* **What to work on**: Keyword search on "stream": report each line of the records that contains it.

===== Provided entries =====

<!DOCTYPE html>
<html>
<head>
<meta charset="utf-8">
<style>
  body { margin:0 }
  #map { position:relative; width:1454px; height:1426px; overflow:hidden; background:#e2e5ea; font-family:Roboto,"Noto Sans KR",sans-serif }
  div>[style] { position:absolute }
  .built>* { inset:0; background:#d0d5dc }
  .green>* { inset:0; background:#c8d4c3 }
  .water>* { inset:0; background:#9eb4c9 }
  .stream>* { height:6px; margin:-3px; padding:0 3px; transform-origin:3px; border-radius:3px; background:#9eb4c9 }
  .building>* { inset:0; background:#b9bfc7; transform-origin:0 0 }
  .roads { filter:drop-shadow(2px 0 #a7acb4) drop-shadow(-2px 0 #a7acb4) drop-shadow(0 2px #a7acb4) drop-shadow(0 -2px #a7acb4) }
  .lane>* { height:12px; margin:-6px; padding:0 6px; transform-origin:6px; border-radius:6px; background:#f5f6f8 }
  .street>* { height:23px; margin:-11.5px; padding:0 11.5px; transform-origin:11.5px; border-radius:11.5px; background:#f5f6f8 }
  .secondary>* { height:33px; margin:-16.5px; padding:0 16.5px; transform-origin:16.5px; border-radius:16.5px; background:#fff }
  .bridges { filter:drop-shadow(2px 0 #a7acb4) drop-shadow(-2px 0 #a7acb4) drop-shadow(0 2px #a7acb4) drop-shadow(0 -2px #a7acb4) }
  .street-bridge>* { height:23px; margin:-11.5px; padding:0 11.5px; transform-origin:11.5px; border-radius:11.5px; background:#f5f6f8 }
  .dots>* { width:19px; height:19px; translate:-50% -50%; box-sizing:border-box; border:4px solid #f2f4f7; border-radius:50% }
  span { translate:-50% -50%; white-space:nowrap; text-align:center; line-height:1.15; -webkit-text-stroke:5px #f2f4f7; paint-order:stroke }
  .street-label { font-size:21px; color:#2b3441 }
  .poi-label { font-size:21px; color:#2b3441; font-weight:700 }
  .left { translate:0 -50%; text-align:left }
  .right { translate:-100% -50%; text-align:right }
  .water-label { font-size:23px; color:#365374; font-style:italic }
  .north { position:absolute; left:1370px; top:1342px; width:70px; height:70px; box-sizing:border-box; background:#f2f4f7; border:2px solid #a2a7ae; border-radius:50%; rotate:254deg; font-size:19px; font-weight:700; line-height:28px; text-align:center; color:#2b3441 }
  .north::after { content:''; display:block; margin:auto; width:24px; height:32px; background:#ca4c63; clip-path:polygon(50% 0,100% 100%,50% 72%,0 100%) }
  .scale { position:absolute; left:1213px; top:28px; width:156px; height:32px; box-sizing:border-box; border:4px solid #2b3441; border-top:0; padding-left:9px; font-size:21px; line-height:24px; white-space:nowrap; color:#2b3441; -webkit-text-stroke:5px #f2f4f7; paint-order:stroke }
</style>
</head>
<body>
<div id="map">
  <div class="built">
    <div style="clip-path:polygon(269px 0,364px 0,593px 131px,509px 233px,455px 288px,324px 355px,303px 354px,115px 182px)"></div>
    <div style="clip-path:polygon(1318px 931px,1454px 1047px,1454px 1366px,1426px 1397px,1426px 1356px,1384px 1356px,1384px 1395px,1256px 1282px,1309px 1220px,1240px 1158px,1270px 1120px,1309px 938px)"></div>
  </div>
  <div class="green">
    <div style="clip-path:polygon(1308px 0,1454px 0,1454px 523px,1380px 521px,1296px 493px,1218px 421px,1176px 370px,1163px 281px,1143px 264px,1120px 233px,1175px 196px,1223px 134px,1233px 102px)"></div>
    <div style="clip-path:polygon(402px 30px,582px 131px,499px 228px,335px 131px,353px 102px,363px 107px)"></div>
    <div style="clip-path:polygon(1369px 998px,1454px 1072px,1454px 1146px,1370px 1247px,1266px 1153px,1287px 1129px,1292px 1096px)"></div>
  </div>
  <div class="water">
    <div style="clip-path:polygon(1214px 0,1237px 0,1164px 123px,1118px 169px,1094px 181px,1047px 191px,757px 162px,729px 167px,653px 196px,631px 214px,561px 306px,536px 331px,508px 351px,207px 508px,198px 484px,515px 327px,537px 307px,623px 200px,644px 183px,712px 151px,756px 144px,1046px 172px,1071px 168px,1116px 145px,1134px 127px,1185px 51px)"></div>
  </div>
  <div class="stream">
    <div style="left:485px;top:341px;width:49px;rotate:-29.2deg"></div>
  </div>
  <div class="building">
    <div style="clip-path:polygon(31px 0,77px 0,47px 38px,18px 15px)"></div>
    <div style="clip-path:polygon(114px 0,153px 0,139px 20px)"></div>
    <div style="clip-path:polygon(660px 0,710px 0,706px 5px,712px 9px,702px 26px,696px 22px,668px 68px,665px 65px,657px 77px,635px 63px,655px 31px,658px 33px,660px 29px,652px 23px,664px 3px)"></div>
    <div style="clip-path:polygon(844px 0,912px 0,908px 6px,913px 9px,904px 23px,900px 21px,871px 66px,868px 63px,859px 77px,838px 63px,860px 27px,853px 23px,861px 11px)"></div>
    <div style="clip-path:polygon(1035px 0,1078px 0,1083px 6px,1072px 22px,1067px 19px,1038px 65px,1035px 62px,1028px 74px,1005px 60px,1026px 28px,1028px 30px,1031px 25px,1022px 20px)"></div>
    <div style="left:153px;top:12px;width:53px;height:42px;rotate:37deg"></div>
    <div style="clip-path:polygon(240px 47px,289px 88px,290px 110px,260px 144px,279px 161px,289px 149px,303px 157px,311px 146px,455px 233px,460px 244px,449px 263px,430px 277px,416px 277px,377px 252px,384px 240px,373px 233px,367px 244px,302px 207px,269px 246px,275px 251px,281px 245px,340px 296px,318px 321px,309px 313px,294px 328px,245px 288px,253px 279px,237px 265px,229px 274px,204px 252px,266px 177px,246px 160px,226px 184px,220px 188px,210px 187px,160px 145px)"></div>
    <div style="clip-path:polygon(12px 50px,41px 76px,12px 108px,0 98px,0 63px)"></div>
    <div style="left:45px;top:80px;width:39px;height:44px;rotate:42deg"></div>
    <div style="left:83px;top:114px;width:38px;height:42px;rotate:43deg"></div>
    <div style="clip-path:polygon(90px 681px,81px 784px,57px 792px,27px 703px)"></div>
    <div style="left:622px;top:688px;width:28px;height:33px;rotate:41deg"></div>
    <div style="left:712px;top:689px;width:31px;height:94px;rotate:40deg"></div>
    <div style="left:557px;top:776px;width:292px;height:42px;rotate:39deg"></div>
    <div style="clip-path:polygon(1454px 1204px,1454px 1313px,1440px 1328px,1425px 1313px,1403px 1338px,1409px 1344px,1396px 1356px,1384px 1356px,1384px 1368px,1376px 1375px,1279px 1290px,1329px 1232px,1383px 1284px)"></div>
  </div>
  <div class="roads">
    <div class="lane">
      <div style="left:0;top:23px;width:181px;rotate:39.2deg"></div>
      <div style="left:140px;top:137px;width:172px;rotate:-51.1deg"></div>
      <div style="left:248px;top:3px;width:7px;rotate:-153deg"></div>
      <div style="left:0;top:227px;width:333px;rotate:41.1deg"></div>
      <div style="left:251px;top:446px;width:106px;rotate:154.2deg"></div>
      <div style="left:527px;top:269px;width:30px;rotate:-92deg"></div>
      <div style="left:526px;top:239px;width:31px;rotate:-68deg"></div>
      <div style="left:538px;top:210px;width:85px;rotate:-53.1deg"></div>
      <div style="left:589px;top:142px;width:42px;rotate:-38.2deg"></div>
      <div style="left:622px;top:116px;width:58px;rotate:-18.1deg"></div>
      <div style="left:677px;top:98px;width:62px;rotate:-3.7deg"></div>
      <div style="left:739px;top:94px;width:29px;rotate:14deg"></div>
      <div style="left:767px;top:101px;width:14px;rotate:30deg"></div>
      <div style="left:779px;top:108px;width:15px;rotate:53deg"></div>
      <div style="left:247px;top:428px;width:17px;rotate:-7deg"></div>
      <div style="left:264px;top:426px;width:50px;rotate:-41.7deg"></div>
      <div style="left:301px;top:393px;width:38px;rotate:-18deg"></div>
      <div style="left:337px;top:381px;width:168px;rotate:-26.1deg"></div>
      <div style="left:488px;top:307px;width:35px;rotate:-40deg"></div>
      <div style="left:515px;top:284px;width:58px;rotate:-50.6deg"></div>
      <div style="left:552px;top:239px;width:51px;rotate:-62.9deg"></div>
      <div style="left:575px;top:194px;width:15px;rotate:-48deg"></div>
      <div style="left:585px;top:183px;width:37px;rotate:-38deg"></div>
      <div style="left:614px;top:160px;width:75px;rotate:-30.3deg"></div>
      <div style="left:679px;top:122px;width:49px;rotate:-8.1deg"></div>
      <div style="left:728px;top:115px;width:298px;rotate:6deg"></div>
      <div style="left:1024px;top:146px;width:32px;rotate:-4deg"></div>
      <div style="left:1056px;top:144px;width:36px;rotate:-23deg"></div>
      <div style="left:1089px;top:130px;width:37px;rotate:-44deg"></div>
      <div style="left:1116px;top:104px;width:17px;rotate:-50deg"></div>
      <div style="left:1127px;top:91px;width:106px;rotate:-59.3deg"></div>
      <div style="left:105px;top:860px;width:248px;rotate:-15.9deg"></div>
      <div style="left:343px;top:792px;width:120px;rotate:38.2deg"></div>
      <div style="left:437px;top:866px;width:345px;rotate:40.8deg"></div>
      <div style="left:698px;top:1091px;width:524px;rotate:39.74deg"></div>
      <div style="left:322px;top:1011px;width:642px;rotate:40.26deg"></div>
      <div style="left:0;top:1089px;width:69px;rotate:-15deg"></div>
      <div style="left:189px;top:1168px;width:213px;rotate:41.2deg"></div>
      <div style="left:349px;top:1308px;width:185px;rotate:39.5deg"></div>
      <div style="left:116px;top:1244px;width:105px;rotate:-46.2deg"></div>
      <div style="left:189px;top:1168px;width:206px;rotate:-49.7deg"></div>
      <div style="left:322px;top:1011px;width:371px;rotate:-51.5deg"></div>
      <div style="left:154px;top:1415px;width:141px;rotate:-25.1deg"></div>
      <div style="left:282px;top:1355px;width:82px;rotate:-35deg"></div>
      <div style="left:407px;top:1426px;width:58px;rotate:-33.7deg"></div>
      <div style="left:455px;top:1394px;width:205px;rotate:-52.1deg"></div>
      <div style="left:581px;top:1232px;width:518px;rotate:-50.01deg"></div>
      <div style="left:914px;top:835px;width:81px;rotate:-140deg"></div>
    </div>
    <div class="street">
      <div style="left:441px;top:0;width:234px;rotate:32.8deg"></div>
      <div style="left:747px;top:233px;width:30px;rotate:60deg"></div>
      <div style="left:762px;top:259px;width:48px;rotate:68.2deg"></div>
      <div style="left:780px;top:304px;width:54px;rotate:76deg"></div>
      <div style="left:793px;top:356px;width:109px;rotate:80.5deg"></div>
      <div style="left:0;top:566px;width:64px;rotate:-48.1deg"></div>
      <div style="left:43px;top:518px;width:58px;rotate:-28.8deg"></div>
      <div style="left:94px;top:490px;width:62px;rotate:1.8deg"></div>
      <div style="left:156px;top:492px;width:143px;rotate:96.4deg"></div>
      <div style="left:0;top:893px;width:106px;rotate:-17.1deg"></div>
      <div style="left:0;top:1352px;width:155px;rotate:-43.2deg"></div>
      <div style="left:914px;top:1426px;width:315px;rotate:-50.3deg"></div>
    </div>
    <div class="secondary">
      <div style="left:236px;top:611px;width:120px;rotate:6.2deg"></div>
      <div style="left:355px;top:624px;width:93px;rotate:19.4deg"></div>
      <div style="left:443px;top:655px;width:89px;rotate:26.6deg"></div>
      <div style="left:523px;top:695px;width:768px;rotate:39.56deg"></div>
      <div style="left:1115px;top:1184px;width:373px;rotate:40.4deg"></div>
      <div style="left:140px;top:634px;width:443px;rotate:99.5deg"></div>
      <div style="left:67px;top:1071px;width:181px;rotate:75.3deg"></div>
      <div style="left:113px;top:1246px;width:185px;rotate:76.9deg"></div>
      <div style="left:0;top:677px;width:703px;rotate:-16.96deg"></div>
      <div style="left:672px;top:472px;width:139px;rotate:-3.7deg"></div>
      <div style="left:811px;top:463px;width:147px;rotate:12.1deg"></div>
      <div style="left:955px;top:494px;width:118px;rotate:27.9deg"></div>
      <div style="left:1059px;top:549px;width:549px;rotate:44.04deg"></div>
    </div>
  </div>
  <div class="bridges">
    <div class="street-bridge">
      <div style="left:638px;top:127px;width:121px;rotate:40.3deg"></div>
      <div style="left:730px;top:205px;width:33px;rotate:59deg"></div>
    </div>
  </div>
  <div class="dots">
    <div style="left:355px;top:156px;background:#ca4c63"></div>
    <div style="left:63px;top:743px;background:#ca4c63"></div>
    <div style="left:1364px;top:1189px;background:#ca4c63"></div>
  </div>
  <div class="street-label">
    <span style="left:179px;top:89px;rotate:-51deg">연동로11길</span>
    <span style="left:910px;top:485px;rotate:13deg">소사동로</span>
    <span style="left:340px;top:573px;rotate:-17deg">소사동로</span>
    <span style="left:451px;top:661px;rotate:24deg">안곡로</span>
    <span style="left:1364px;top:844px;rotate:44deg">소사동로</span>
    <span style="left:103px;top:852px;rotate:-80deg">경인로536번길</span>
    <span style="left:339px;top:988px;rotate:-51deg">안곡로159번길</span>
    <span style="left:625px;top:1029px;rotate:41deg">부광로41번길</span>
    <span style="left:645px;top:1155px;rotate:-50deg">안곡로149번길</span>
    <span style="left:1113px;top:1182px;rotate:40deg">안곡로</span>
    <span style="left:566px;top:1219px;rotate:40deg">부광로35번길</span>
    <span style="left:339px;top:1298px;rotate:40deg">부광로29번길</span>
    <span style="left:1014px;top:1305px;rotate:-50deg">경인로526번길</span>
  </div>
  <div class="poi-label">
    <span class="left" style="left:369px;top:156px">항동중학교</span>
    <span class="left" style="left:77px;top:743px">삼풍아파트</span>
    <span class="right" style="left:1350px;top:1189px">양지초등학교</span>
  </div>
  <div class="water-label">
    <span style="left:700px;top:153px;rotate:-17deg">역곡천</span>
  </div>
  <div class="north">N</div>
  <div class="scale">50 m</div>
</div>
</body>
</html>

=====

* **Solution below**:
  .stream>* { height:6px; margin:-3px; padding:0 3px; transform-origin:3px; border-radius:3px; background:#9eb4c9 }
  <div class="stream">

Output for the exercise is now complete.